* BRIEF *
Everything from the line containing "ring tip: (1148, 991)" through the end of the entries should be transcribed exactly. Leave out all other lines.

* THE RECORDS *

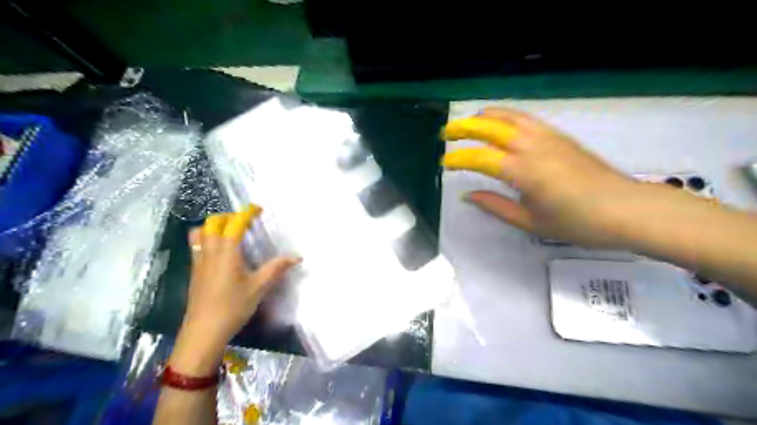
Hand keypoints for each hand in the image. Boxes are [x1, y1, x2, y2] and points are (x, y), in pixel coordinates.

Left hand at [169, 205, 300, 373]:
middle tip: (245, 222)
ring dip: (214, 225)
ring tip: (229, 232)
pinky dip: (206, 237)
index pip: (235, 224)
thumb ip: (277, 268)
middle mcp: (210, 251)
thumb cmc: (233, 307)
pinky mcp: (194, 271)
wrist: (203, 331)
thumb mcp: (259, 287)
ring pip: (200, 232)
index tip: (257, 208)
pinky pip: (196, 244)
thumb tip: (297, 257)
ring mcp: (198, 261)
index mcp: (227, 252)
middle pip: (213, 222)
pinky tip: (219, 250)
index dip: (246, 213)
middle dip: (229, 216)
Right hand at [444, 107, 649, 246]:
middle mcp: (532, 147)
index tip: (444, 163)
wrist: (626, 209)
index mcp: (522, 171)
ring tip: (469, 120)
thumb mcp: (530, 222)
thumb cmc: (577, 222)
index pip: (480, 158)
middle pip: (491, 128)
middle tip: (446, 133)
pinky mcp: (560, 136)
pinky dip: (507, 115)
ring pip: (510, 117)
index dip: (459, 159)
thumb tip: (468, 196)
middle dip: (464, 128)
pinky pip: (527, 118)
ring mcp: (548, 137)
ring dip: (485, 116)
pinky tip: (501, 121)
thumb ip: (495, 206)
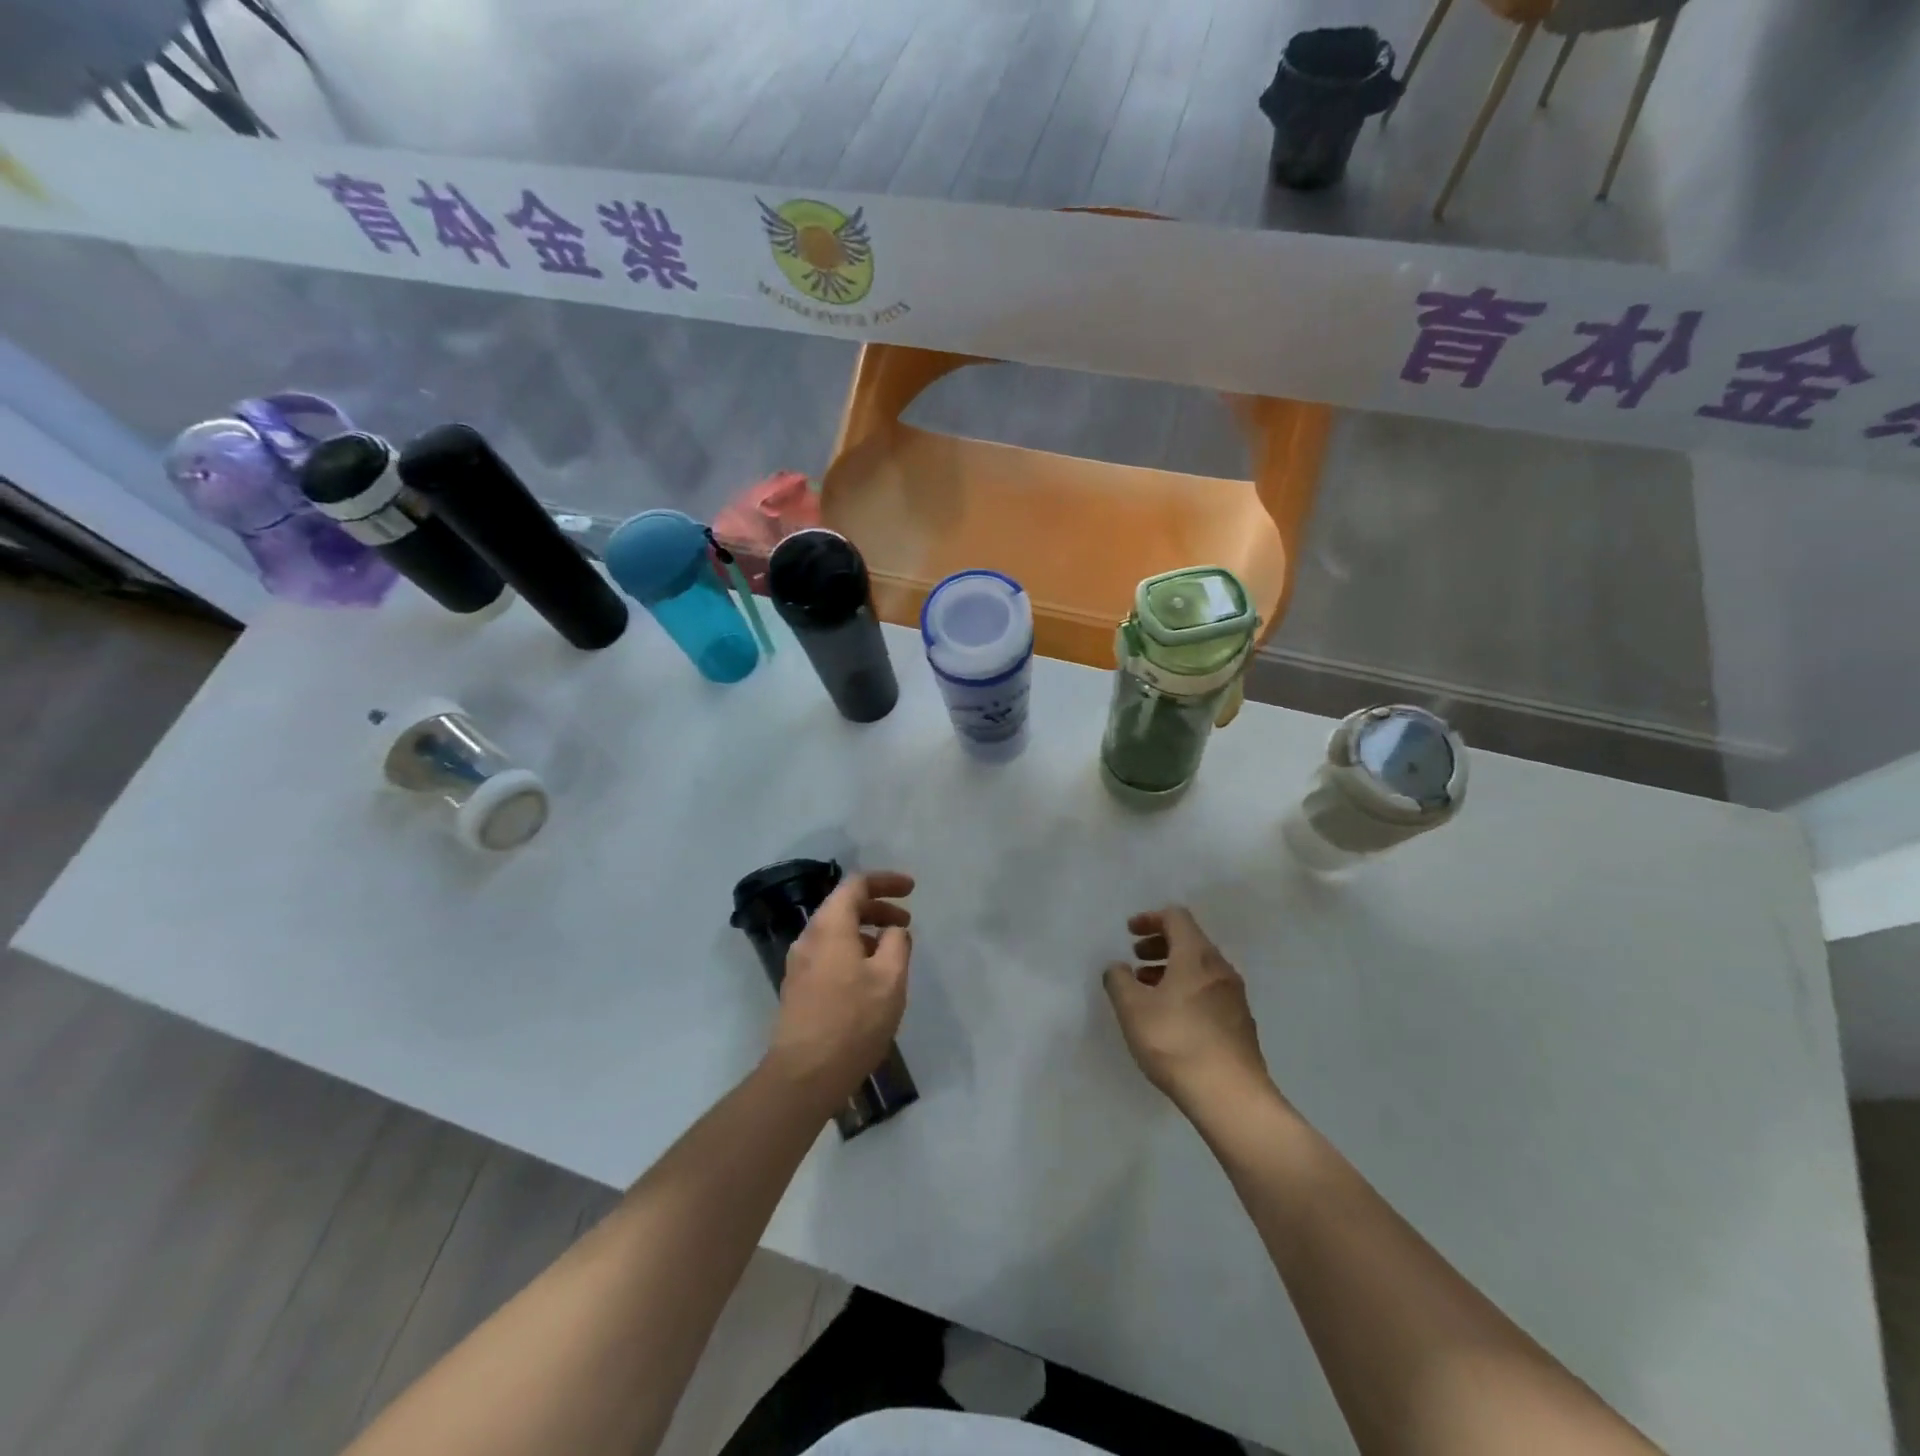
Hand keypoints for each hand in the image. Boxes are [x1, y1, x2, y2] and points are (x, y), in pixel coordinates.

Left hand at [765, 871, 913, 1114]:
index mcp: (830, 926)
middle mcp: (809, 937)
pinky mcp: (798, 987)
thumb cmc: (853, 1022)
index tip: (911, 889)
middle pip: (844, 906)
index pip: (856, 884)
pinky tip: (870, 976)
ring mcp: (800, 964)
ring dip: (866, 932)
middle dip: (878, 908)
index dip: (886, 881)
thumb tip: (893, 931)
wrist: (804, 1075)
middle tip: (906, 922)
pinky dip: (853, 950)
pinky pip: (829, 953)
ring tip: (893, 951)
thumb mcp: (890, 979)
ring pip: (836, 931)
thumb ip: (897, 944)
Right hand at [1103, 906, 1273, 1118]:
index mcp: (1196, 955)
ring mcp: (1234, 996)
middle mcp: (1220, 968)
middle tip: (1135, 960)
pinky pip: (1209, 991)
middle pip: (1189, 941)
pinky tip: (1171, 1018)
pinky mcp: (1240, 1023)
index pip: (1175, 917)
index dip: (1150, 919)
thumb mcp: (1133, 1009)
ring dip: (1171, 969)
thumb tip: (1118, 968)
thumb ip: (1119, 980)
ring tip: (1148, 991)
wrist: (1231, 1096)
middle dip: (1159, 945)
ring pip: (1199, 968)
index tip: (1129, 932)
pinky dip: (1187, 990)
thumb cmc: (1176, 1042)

* WORKED SOLUTION *
ring tip: (1148, 991)
wrist: (1231, 1096)
middle dip: (1159, 945)
ring pip: (1199, 968)
index tip: (1129, 932)
pinky dip: (1187, 990)
thumb cmc: (1176, 1042)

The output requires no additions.